* _WORK REQUEST_
Repeat, exactly as written, all of the entries, but not their pictures.

── DATA FOR PROCESSING

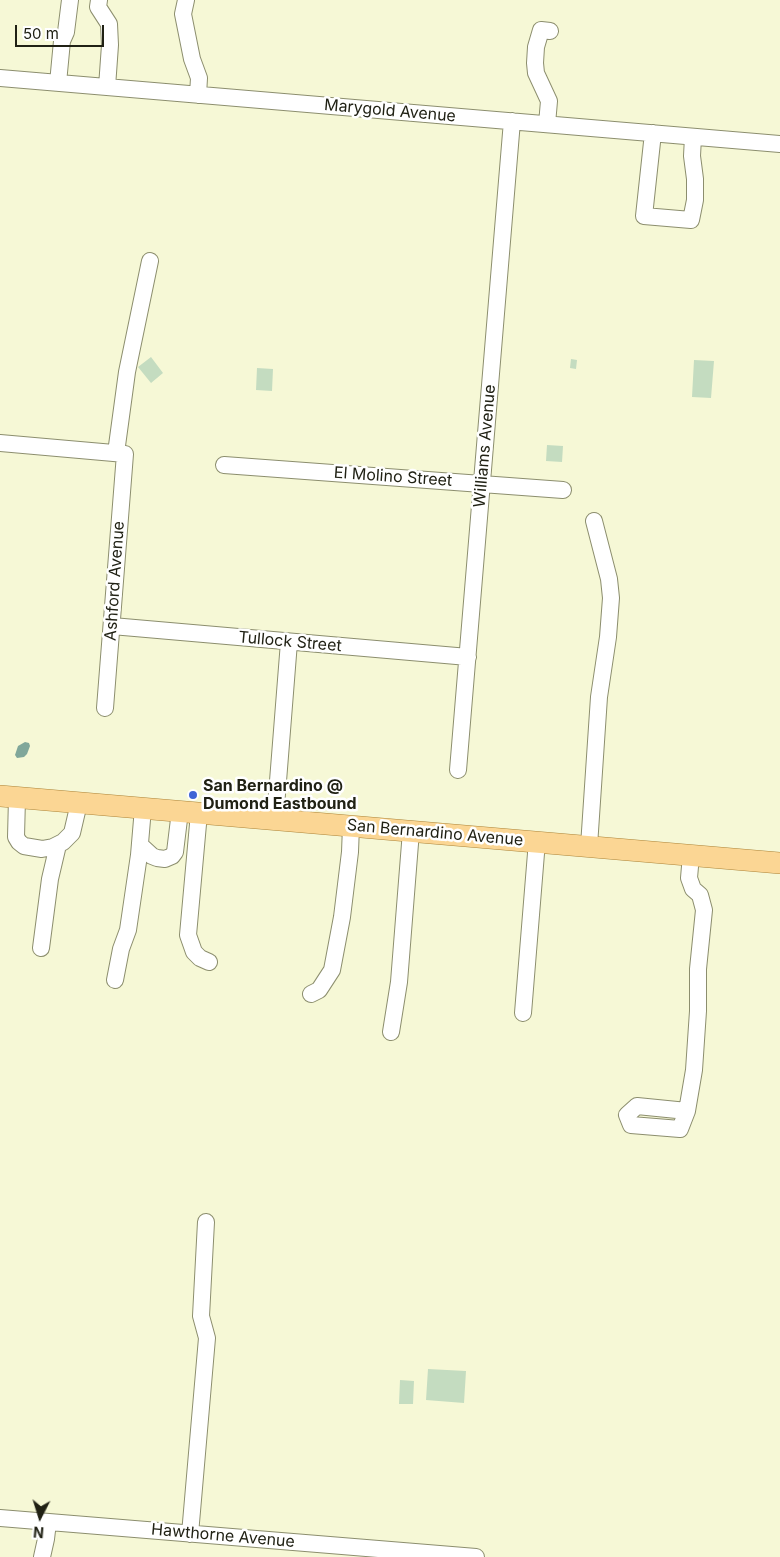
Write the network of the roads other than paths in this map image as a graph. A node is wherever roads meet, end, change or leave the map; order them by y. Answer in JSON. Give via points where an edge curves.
{"nodes":[{"id":1,"x":70,"y":0,"type":"edge"},
{"id":2,"x":99,"y":0,"type":"edge"},
{"id":3,"x":186,"y":0,"type":"edge"},
{"id":4,"x":550,"y":31,"type":"dead end"},
{"id":5,"x":0,"y":78,"type":"edge"},
{"id":6,"x":58,"y":83,"type":"junction"},
{"id":7,"x":107,"y":87,"type":"junction"},
{"id":8,"x":198,"y":95,"type":"junction"},
{"id":9,"x":512,"y":121,"type":"junction"},
{"id":10,"x":547,"y":124,"type":"junction"},
{"id":11,"x":652,"y":133,"type":"junction"},
{"id":12,"x":693,"y":137,"type":"junction"},
{"id":13,"x":780,"y":144,"type":"edge"},
{"id":14,"x":150,"y":261,"type":"dead end"},
{"id":15,"x":0,"y":443,"type":"edge"},
{"id":16,"x":121,"y":453,"type":"junction"},
{"id":17,"x":224,"y":465,"type":"dead end"},
{"id":18,"x":482,"y":484,"type":"junction"},
{"id":19,"x":563,"y":490,"type":"dead end"},
{"id":20,"x":594,"y":521,"type":"dead end"},
{"id":21,"x":112,"y":626,"type":"junction"},
{"id":22,"x":290,"y":642,"type":"junction"},
{"id":23,"x":468,"y":657,"type":"junction"},
{"id":24,"x":105,"y":708,"type":"dead end"},
{"id":25,"x":458,"y":770,"type":"dead end"},
{"id":26,"x":9,"y":797,"type":"edge"},
{"id":27,"x":79,"y":803,"type":"junction"},
{"id":28,"x":143,"y":808,"type":"junction"},
{"id":29,"x":189,"y":812,"type":"junction"},
{"id":30,"x":275,"y":819,"type":"junction"},
{"id":31,"x":351,"y":826,"type":"junction"},
{"id":32,"x":411,"y":831,"type":"junction"},
{"id":33,"x":537,"y":841,"type":"junction"},
{"id":34,"x":58,"y":844,"type":"junction"},
{"id":35,"x":140,"y":845,"type":"junction"},
{"id":36,"x":589,"y":846,"type":"junction"},
{"id":37,"x":691,"y":855,"type":"junction"},
{"id":38,"x":780,"y":863,"type":"edge"},
{"id":39,"x":40,"y":948,"type":"dead end"},
{"id":40,"x":209,"y":962,"type":"dead end"},
{"id":41,"x":115,"y":980,"type":"dead end"},
{"id":42,"x":310,"y":994,"type":"dead end"},
{"id":43,"x":523,"y":1013,"type":"dead end"},
{"id":44,"x":391,"y":1032,"type":"dead end"},
{"id":45,"x":687,"y":1111,"type":"dead end"},
{"id":46,"x":206,"y":1222,"type":"dead end"},
{"id":47,"x":0,"y":1518,"type":"edge"},
{"id":48,"x":48,"y":1522,"type":"junction"},
{"id":49,"x":190,"y":1534,"type":"junction"},
{"id":50,"x":334,"y":1551,"type":"edge"},
{"id":51,"x":438,"y":1555,"type":"edge"},
{"id":52,"x":42,"y":1557,"type":"edge"},
{"id":53,"x":476,"y":1557,"type":"edge"}],
"edges":[{"from":1,"to":6,"type":"street"},
{"from":2,"to":7,"type":"street","via":[[98,7],[109,24]]},
{"from":3,"to":8,"type":"street","via":[[182,14],[199,78]]},
{"from":4,"to":10,"type":"street","via":[[541,30],[535,63],[549,101]]},
{"from":5,"to":6,"type":"street","name":"Marygold Avenue"},
{"from":6,"to":7,"type":"street","name":"Marygold Avenue"},
{"from":7,"to":8,"type":"street","name":"Marygold Avenue"},
{"from":8,"to":9,"type":"street","name":"Marygold Avenue"},
{"from":9,"to":10,"type":"street","name":"Marygold Avenue"},
{"from":9,"to":18,"type":"street","name":"Williams Avenue"},
{"from":10,"to":11,"type":"street","name":"Marygold Avenue"},
{"from":11,"to":12,"type":"street","name":"Marygold Avenue"},
{"from":11,"to":12,"type":"street","via":[[644,216],[690,220],[695,180]]},
{"from":12,"to":13,"type":"street","name":"Marygold Avenue"},
{"from":14,"to":16,"type":"street","name":"Ashford Avenue","via":[[127,372]]},
{"from":15,"to":16,"type":"street"},
{"from":16,"to":21,"type":"street","name":"Ashford Avenue"},
{"from":17,"to":18,"type":"street","name":"El Molino Street"},
{"from":18,"to":19,"type":"street","name":"El Molino Street"},
{"from":18,"to":23,"type":"street","name":"Williams Avenue"},
{"from":20,"to":36,"type":"street","via":[[611,598],[599,697]]},
{"from":21,"to":22,"type":"street","name":"Tullock Street"},
{"from":21,"to":24,"type":"street","name":"Ashford Avenue"},
{"from":22,"to":23,"type":"street","name":"Tullock Street"},
{"from":22,"to":30,"type":"street"},
{"from":23,"to":25,"type":"street","name":"Williams Avenue"},
{"from":26,"to":27,"type":"main road","name":"San Bernardino Avenue"},
{"from":26,"to":34,"type":"street","via":[[19,842],[42,850]]},
{"from":27,"to":28,"type":"main road","name":"San Bernardino Avenue"},
{"from":27,"to":34,"type":"street","via":[[72,832]]},
{"from":28,"to":29,"type":"main road","name":"San Bernardino Avenue"},
{"from":28,"to":35,"type":"street"},
{"from":29,"to":30,"type":"main road","name":"San Bernardino Avenue"},
{"from":29,"to":35,"type":"street","via":[[172,856],[157,858]]},
{"from":29,"to":40,"type":"street","via":[[188,935],[194,952]]},
{"from":30,"to":31,"type":"main road","name":"San Bernardino Avenue"},
{"from":31,"to":32,"type":"main road","name":"San Bernardino Avenue"},
{"from":31,"to":42,"type":"street","via":[[342,917],[332,970],[319,990]]},
{"from":32,"to":33,"type":"main road","name":"San Bernardino Avenue"},
{"from":32,"to":44,"type":"street","via":[[399,982]]},
{"from":33,"to":36,"type":"main road","name":"San Bernardino Avenue"},
{"from":33,"to":43,"type":"street"},
{"from":34,"to":39,"type":"street"},
{"from":35,"to":41,"type":"street","via":[[128,930],[120,948]]},
{"from":36,"to":37,"type":"main road","name":"San Bernardino Avenue"},
{"from":37,"to":38,"type":"main road","name":"San Bernardino Avenue"},
{"from":37,"to":45,"type":"street","via":[[689,878],[693,889],[700,895],[704,910],[694,1070]]},
{"from":46,"to":49,"type":"street","via":[[201,1316],[207,1338]]},
{"from":47,"to":48,"type":"street","name":"Hawthorne Avenue"},
{"from":48,"to":49,"type":"street","name":"Hawthorne Avenue"},
{"from":48,"to":52,"type":"street"},
{"from":49,"to":50,"type":"street","name":"Hawthorne Avenue"},
{"from":50,"to":51,"type":"street","name":"Hawthorne Avenue"},
{"from":51,"to":53,"type":"street","name":"Hawthorne Avenue"}]}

────

* _RESPONSE TO THE EXERCISE_
Write the network of the roads other than paths in this map image as a graph. A node is wherever roads meet, end, change or leave the map; order them by y. Answer in JSON. Give via points where an edge curves.
{"nodes":[{"id":1,"x":70,"y":0,"type":"edge"},
{"id":2,"x":99,"y":0,"type":"edge"},
{"id":3,"x":186,"y":0,"type":"edge"},
{"id":4,"x":550,"y":31,"type":"dead end"},
{"id":5,"x":0,"y":78,"type":"edge"},
{"id":6,"x":58,"y":83,"type":"junction"},
{"id":7,"x":107,"y":87,"type":"junction"},
{"id":8,"x":198,"y":95,"type":"junction"},
{"id":9,"x":512,"y":121,"type":"junction"},
{"id":10,"x":547,"y":124,"type":"junction"},
{"id":11,"x":652,"y":133,"type":"junction"},
{"id":12,"x":693,"y":137,"type":"junction"},
{"id":13,"x":780,"y":144,"type":"edge"},
{"id":14,"x":150,"y":261,"type":"dead end"},
{"id":15,"x":0,"y":443,"type":"edge"},
{"id":16,"x":121,"y":453,"type":"junction"},
{"id":17,"x":224,"y":465,"type":"dead end"},
{"id":18,"x":482,"y":484,"type":"junction"},
{"id":19,"x":563,"y":490,"type":"dead end"},
{"id":20,"x":594,"y":521,"type":"dead end"},
{"id":21,"x":112,"y":626,"type":"junction"},
{"id":22,"x":290,"y":642,"type":"junction"},
{"id":23,"x":468,"y":657,"type":"junction"},
{"id":24,"x":105,"y":708,"type":"dead end"},
{"id":25,"x":458,"y":770,"type":"dead end"},
{"id":26,"x":9,"y":797,"type":"edge"},
{"id":27,"x":79,"y":803,"type":"junction"},
{"id":28,"x":143,"y":808,"type":"junction"},
{"id":29,"x":189,"y":812,"type":"junction"},
{"id":30,"x":275,"y":819,"type":"junction"},
{"id":31,"x":351,"y":826,"type":"junction"},
{"id":32,"x":411,"y":831,"type":"junction"},
{"id":33,"x":537,"y":841,"type":"junction"},
{"id":34,"x":58,"y":844,"type":"junction"},
{"id":35,"x":140,"y":845,"type":"junction"},
{"id":36,"x":589,"y":846,"type":"junction"},
{"id":37,"x":691,"y":855,"type":"junction"},
{"id":38,"x":780,"y":863,"type":"edge"},
{"id":39,"x":40,"y":948,"type":"dead end"},
{"id":40,"x":209,"y":962,"type":"dead end"},
{"id":41,"x":115,"y":980,"type":"dead end"},
{"id":42,"x":310,"y":994,"type":"dead end"},
{"id":43,"x":523,"y":1013,"type":"dead end"},
{"id":44,"x":391,"y":1032,"type":"dead end"},
{"id":45,"x":687,"y":1111,"type":"dead end"},
{"id":46,"x":206,"y":1222,"type":"dead end"},
{"id":47,"x":0,"y":1518,"type":"edge"},
{"id":48,"x":48,"y":1522,"type":"junction"},
{"id":49,"x":190,"y":1534,"type":"junction"},
{"id":50,"x":334,"y":1551,"type":"edge"},
{"id":51,"x":438,"y":1555,"type":"edge"},
{"id":52,"x":42,"y":1557,"type":"edge"},
{"id":53,"x":476,"y":1557,"type":"edge"}],
"edges":[{"from":1,"to":6,"type":"street"},
{"from":2,"to":7,"type":"street","via":[[98,7],[109,24]]},
{"from":3,"to":8,"type":"street","via":[[182,14],[199,78]]},
{"from":4,"to":10,"type":"street","via":[[541,30],[535,63],[549,101]]},
{"from":5,"to":6,"type":"street","name":"Marygold Avenue"},
{"from":6,"to":7,"type":"street","name":"Marygold Avenue"},
{"from":7,"to":8,"type":"street","name":"Marygold Avenue"},
{"from":8,"to":9,"type":"street","name":"Marygold Avenue"},
{"from":9,"to":10,"type":"street","name":"Marygold Avenue"},
{"from":9,"to":18,"type":"street","name":"Williams Avenue"},
{"from":10,"to":11,"type":"street","name":"Marygold Avenue"},
{"from":11,"to":12,"type":"street","name":"Marygold Avenue"},
{"from":11,"to":12,"type":"street","via":[[644,216],[690,220],[695,180]]},
{"from":12,"to":13,"type":"street","name":"Marygold Avenue"},
{"from":14,"to":16,"type":"street","name":"Ashford Avenue","via":[[127,372]]},
{"from":15,"to":16,"type":"street"},
{"from":16,"to":21,"type":"street","name":"Ashford Avenue"},
{"from":17,"to":18,"type":"street","name":"El Molino Street"},
{"from":18,"to":19,"type":"street","name":"El Molino Street"},
{"from":18,"to":23,"type":"street","name":"Williams Avenue"},
{"from":20,"to":36,"type":"street","via":[[611,598],[599,697]]},
{"from":21,"to":22,"type":"street","name":"Tullock Street"},
{"from":21,"to":24,"type":"street","name":"Ashford Avenue"},
{"from":22,"to":23,"type":"street","name":"Tullock Street"},
{"from":22,"to":30,"type":"street"},
{"from":23,"to":25,"type":"street","name":"Williams Avenue"},
{"from":26,"to":27,"type":"main road","name":"San Bernardino Avenue"},
{"from":26,"to":34,"type":"street","via":[[19,842],[42,850]]},
{"from":27,"to":28,"type":"main road","name":"San Bernardino Avenue"},
{"from":27,"to":34,"type":"street","via":[[72,832]]},
{"from":28,"to":29,"type":"main road","name":"San Bernardino Avenue"},
{"from":28,"to":35,"type":"street"},
{"from":29,"to":30,"type":"main road","name":"San Bernardino Avenue"},
{"from":29,"to":35,"type":"street","via":[[172,856],[157,858]]},
{"from":29,"to":40,"type":"street","via":[[188,935],[194,952]]},
{"from":30,"to":31,"type":"main road","name":"San Bernardino Avenue"},
{"from":31,"to":32,"type":"main road","name":"San Bernardino Avenue"},
{"from":31,"to":42,"type":"street","via":[[342,917],[332,970],[319,990]]},
{"from":32,"to":33,"type":"main road","name":"San Bernardino Avenue"},
{"from":32,"to":44,"type":"street","via":[[399,982]]},
{"from":33,"to":36,"type":"main road","name":"San Bernardino Avenue"},
{"from":33,"to":43,"type":"street"},
{"from":34,"to":39,"type":"street"},
{"from":35,"to":41,"type":"street","via":[[128,930],[120,948]]},
{"from":36,"to":37,"type":"main road","name":"San Bernardino Avenue"},
{"from":37,"to":38,"type":"main road","name":"San Bernardino Avenue"},
{"from":37,"to":45,"type":"street","via":[[689,878],[693,889],[700,895],[704,910],[694,1070]]},
{"from":46,"to":49,"type":"street","via":[[201,1316],[207,1338]]},
{"from":47,"to":48,"type":"street","name":"Hawthorne Avenue"},
{"from":48,"to":49,"type":"street","name":"Hawthorne Avenue"},
{"from":48,"to":52,"type":"street"},
{"from":49,"to":50,"type":"street","name":"Hawthorne Avenue"},
{"from":50,"to":51,"type":"street","name":"Hawthorne Avenue"},
{"from":51,"to":53,"type":"street","name":"Hawthorne Avenue"}]}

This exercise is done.